• Work task:
Go through the material below and return each line with the string "them" in it.

Start of Material supplied

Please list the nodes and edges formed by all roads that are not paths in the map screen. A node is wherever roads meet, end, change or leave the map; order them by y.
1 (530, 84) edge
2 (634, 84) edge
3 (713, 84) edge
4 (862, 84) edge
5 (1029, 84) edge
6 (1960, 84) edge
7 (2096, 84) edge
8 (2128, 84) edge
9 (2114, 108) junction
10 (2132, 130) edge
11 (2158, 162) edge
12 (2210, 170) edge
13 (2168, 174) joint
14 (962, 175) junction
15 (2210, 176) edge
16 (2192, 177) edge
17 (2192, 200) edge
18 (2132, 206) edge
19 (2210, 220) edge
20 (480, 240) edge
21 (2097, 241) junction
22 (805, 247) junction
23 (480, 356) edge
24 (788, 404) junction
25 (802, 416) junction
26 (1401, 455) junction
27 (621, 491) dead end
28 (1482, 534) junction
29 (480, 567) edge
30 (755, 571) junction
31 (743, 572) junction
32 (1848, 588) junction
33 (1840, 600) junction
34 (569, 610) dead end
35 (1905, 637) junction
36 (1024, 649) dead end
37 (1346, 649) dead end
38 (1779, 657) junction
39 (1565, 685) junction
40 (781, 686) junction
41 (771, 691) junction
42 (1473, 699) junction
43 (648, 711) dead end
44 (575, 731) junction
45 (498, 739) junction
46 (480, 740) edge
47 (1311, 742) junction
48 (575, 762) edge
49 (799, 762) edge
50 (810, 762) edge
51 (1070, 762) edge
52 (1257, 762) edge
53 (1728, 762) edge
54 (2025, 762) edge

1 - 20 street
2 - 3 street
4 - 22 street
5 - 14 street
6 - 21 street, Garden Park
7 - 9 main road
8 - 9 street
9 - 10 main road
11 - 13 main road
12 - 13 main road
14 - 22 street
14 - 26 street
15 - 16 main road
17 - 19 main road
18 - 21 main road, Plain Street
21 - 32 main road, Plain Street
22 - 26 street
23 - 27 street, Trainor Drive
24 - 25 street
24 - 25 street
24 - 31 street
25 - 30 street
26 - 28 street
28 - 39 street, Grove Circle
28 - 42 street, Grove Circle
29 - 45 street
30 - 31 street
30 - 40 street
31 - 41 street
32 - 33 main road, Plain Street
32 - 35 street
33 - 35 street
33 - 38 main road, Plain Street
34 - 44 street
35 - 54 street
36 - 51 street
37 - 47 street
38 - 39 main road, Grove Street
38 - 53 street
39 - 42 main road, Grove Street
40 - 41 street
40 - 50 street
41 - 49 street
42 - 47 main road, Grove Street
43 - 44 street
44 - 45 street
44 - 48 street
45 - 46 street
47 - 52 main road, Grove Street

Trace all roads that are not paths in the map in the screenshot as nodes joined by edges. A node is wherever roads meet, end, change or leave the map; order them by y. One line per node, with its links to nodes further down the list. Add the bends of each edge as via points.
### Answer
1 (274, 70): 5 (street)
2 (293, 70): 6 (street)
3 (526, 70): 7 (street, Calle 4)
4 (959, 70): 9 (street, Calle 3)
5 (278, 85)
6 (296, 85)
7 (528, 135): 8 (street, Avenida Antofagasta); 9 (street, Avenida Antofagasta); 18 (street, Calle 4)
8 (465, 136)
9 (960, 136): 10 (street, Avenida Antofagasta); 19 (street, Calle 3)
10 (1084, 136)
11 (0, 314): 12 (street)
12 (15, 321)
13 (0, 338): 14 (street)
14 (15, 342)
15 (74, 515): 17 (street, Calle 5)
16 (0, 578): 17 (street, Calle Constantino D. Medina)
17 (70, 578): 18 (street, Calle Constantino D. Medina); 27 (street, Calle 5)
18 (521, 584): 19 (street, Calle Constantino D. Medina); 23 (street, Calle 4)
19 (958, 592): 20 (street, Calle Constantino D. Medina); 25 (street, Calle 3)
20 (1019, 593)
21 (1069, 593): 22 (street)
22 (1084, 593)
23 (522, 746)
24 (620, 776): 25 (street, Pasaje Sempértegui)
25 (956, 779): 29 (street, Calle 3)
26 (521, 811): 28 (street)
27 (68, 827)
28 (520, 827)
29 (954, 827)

End of Material supplied

• Answer for this exercise:
Please list the nodes and edges formed by all roads that are not paths in the map screen. A node is wherever roads meet, end, change or leave the map; order them by y.
Trace all roads that are not paths in the map in the screenshot as nodes joined by edges. A node is wherever roads meet, end, change or leave the map; order them by y. One line per node, with its links to nodes further down the list. Add the bends of each edge as via points.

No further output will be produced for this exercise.